Letter dated February 5th, 1994 - From Anne (b 1908), youngest daughter of Joseph and Mary Ellen (Rash) Kestel

Dear Bernard and Shelia (Kestel - GGrandson of George Kestel)

    I have mislaid your letter at present but I think your main question was how my dad met my mother (Joseph Kestel of Will County and Mary Ellen Rash of Brown County) down in Mount Sterling.  Mother had a brother, Charles Rash, which was spelled Resch, but the courthouse in Mount Sterling changed it to Rash.  Charles Rash was almost a genius as an engineer - he would fix anything.  He worked for the Wabash Railroad in Quincy, Illinois near Mount Sterling and then they sent him to Chicago.  He got a better job taking care of plumbing and furnaces at two big hotels and lived at a boarding house run by Margaret Kestel. (Joseph Kestel's sister)  Well he married her (January, 28th 1890). 

    She (Margaret Kestel) needed help in running her boarding house - and Grandpa Rash (David Rash, Charles' father) had died at some 50 years (actually, David lives to age 73, dieing in 1905, but a family portrait of circa 1890 shows David as somewhat thin compared to earlier photos leading to the conclusion he may have become physically unable to farm in his 50s) leaving Grandma (Margaret Crummy) Rash without income and no one to farm the land.  So my dad (Joseph Kestel) married Mary Ellen Rash (January 17th, 1894) and help take care of Grandma Margaret (Crummy) Rash who is buried in a Mount Sterling Cemetery (Saint Mary's).  Grandmother Margaret (Crummy) Rash thought and awful lot of my dad for she thought he did a lot for her and was very handsome - he was. 

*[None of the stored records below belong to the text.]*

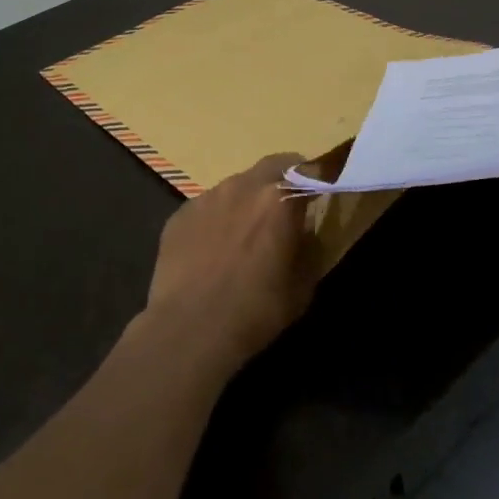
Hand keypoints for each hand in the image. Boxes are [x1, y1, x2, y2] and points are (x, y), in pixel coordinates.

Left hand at [139, 154, 317, 375]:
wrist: (188, 331)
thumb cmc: (255, 310)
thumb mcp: (303, 285)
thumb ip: (311, 248)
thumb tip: (307, 232)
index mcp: (281, 197)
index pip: (309, 169)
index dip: (316, 181)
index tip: (318, 196)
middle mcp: (244, 185)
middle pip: (272, 166)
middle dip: (282, 181)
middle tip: (284, 210)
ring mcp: (208, 197)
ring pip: (237, 185)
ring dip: (247, 200)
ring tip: (244, 234)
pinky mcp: (180, 214)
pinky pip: (208, 206)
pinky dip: (217, 219)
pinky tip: (212, 250)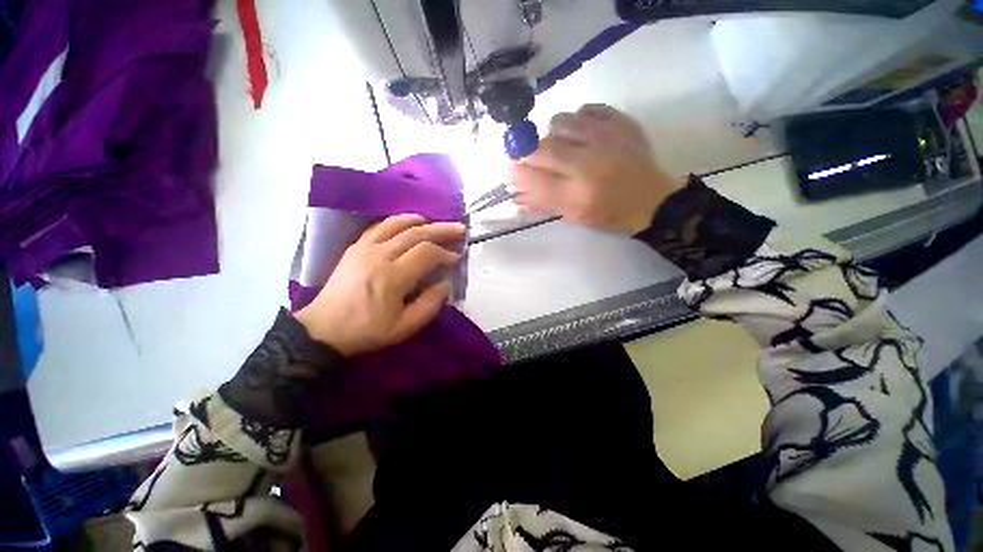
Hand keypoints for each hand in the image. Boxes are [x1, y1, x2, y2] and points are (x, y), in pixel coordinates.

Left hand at [294, 214, 464, 356]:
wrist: (324, 329)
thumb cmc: (367, 330)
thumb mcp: (405, 327)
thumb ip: (430, 305)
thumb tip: (445, 283)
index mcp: (393, 277)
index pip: (426, 253)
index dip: (445, 253)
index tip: (456, 259)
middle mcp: (379, 255)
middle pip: (416, 233)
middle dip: (441, 229)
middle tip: (459, 229)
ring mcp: (365, 248)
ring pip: (397, 224)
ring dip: (421, 221)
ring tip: (436, 222)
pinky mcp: (355, 247)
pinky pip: (379, 226)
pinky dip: (397, 221)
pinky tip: (408, 223)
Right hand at [507, 104, 683, 234]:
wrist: (652, 200)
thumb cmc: (609, 214)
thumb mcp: (574, 216)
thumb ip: (543, 202)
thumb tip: (515, 192)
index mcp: (577, 195)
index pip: (533, 180)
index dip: (514, 172)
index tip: (505, 168)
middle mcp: (589, 165)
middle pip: (542, 147)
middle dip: (527, 152)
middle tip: (530, 156)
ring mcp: (606, 138)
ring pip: (560, 121)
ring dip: (552, 134)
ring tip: (561, 145)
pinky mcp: (621, 122)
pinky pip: (586, 109)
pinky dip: (577, 121)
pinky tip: (582, 135)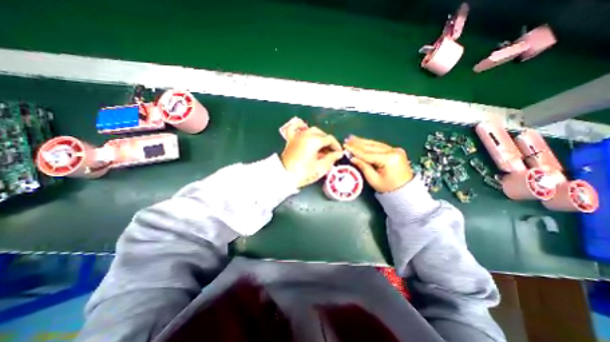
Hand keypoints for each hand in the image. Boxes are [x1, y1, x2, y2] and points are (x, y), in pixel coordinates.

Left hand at [281, 127, 342, 188]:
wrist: (284, 176)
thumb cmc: (303, 173)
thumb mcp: (320, 168)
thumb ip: (331, 159)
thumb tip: (338, 154)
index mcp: (314, 141)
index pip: (329, 139)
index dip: (336, 146)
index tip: (339, 153)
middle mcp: (306, 135)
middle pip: (321, 134)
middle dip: (328, 142)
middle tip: (331, 152)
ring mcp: (297, 136)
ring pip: (311, 130)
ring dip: (319, 136)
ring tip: (322, 145)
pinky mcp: (291, 140)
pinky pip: (295, 128)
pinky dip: (300, 126)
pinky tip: (304, 126)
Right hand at [342, 137, 413, 194]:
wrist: (405, 190)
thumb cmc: (388, 187)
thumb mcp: (373, 179)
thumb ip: (363, 167)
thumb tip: (352, 158)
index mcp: (389, 159)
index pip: (368, 154)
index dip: (355, 150)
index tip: (345, 146)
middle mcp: (393, 151)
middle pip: (371, 146)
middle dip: (357, 143)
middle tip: (346, 140)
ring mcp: (395, 149)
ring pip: (375, 144)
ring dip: (362, 141)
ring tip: (351, 138)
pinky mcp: (395, 150)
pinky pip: (379, 145)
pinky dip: (369, 144)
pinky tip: (362, 141)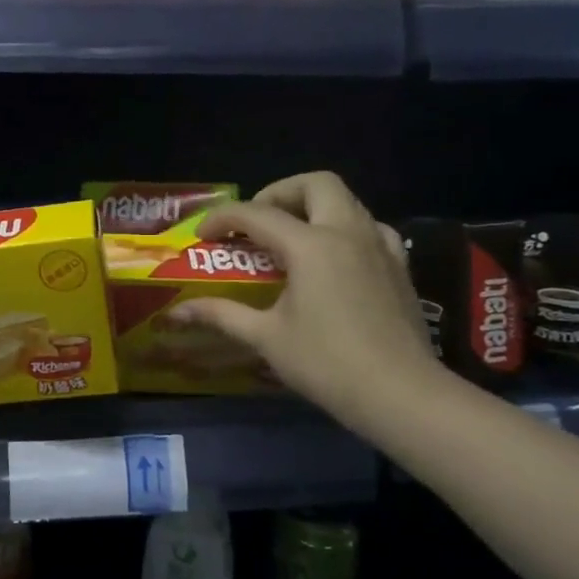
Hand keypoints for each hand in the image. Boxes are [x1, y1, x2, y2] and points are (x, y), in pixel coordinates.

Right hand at [164, 171, 439, 428]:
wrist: (401, 394)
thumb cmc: (326, 363)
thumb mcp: (266, 337)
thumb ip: (221, 315)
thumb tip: (176, 311)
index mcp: (312, 245)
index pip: (258, 214)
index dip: (224, 218)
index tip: (202, 234)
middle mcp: (348, 233)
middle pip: (315, 184)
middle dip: (278, 194)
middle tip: (255, 223)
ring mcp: (380, 247)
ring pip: (347, 201)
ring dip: (313, 208)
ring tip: (289, 240)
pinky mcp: (399, 266)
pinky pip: (370, 228)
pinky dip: (344, 229)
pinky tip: (331, 260)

    (Circa 1920)  Another question, how did the Crummy bunch get down for card games?  They had 4 or 5 open top Chevrolets, I suppose about the first ones.  made a cloud of dust a mile high and long they would come - mother slept and fed as many as 25-30 people - hams, bread, potato salad, angel food and other cakes - kids slept in attic on straw pads or teaks, me included.  Esther (eldest daughter of Joseph and Mary Ellen, b 1895), Mary's mother did do a lot of cooking.  The food was spread out on that oak dining room table.  They played high low jack and the game pinochle and rummy - afterwards I stood on a chair in that pantry and washed dishes - I was never very big.  Margaret and Frank Beard would come also when the Crummys came.  Margaret was a first cousin of mothers.  They had a grocery market in Chicago.  They had a Buick car.  Katie Flynn (daughter of John and Anna (Crummy) Flynn) was also a first cousin of mothers.  They also had a store in Chicago but it was not so successful.  They later moved to Valparaiso, Indiana and bought 40 acres but had a hard go of it.  Margaret is my age may still be there.  Bobby Flynn could whistle like a bird, he was once on a radio program.  Elizabeth (Crummy, daughter of Bernard and Mary) and Frank Donlinger had a fruit farm in Valparaiso and a fruit stand out in front.  Garden produce and fruit - apple, berries.  On weekends they would take in 800 or so which was high in those days.  Elizabeth Donlinger was an aunt of my mothers.  

    The Rash family in Chicago - Charles Rash who was married to Margaret Kestel (Aunt Maggie) who had the boarding house where my mother worked had four or five children (5) - Clara never married.  Angela who married a Freudinger, she had about 10 children and lived in almost dire poverty for Freudinger never made much of a living but I understand some of her children did very well in the bakery business somewhere on the west side of Chicago.  Aunt Maggie rash fell and broke her hip and she got an infection in it and never walked again.  Uncle Charles Rash with all the trouble took to the bottle and it all was a sad ending.  They lived to be quite old - late 70s or so (Maggie died in 1927, age 66 and Charles in 1928, age 63).  I hope this will help with a little of the family history as I remember it.  Love Aunt Anne - Best Wishes

    I should tell you about the rest of Charles and Maggie Kestel Rash's family - twins Ida and Mary.  Ida married Joe (John) Paha, had two (3) children Joe and Rosemary (Larry) - Rosemary was a dancer and had a dance studio.  Joe, I forgot what he did but was crippled from polio.  Mary married Al Witkowski.  They shortened their name to Witt.  Had nine children.  There are many Witts in the West Chicago area.  Tony Rash had an appliance store  married a Lang girl - no children.